The power of clemency belongs to the Governor of North Carolina. On December 31, 2024, outgoing Governor Roy Cooper granted clemency to 15 inmates on North Carolina's death row. Prior to those granted, North Carolina had over 120 offenders on death row. 89 of those cases petitioned for clemency, which were sent to the Governor's office to be reviewed.

The method of execution is lethal injection.

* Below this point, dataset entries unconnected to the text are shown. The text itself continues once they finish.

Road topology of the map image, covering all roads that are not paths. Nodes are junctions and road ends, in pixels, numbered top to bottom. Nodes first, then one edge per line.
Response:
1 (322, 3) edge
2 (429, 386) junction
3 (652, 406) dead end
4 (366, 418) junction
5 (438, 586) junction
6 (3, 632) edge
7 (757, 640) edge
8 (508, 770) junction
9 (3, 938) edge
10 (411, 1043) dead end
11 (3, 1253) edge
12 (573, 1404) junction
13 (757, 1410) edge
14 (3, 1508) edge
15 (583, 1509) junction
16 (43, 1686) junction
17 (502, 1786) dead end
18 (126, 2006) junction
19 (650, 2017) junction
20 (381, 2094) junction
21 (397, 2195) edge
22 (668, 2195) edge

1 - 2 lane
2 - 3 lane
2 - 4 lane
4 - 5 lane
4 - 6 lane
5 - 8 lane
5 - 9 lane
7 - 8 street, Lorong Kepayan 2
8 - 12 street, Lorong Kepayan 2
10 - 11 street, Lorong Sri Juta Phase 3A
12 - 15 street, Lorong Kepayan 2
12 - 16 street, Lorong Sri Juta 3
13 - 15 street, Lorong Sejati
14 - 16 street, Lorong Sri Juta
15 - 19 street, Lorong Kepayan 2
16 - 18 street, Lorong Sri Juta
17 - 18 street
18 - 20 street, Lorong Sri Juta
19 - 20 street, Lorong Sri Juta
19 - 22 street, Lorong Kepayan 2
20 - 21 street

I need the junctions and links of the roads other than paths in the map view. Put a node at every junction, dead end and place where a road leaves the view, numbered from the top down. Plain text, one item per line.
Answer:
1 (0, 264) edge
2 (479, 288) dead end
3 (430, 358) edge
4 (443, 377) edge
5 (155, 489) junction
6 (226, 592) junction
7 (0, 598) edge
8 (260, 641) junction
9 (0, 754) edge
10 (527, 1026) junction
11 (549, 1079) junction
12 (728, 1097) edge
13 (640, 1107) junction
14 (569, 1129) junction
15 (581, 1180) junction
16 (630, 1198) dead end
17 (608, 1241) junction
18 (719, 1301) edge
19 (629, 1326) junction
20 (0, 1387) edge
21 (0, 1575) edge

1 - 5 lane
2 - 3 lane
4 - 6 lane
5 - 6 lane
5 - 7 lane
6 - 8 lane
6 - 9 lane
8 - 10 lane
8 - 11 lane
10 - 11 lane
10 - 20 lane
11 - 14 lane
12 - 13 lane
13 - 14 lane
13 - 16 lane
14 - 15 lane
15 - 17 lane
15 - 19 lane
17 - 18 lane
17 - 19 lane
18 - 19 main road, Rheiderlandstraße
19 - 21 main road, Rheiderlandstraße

In April 2025, a bill was proposed to legalize both firing squad and the electric chair as alternative execution methods.

==Capital crimes==
First-degree murder is punishable by death in North Carolina if it involves one of the following aggravating factors:

1. The capital felony was committed by a person lawfully incarcerated.
2. The defendant had been previously convicted of another capital felony.
3. The defendant had been previously convicted of a felony involving the use or threat of violence to the person.
4. The capital felony was committed for the purpose of avoiding or preventing a lawful arrest or effecting an escape from custody.
5. The capital felony was committed while the defendant was engaged, or was an aider or abettor, in the commission of, or an attempt to commit, or flight after committing or attempting to commit, any homicide, robbery, rape or a sex offense, arson, burglary, kidnapping, or aircraft piracy or the unlawful throwing, placing, or discharging of a destructive device or bomb.
6. The capital felony was committed for pecuniary gain.
7. The capital felony was committed to disrupt or hinder the lawful exercise of any governmental function or the enforcement of laws.
8. The capital felony was committed against a law-enforcement officer, employee of the Division of Adult Correction of the Department of Public Safety, jailer, fireman, judge or justice, former judge or justice, prosecutor or former prosecutor, juror or former juror, or witness or former witness against the defendant, while engaged in the performance of his official duties or because of the exercise of his official duty.
9. The capital felony was especially heinous, atrocious, or cruel.
10. The defendant knowingly created a great risk of death to more than one person by means of a weapon or device which would normally be hazardous to the lives of more than one person.
11. The murder for which the defendant stands convicted was part of a course of conduct in which the defendant engaged and which included the commission by the defendant of other crimes of violence against another person or persons.

==Death row==
Death row for males is located at the Central Prison. Female death row prisoners are housed at the North Carolina Correctional Institution for Women. Both prisons are located in Raleigh.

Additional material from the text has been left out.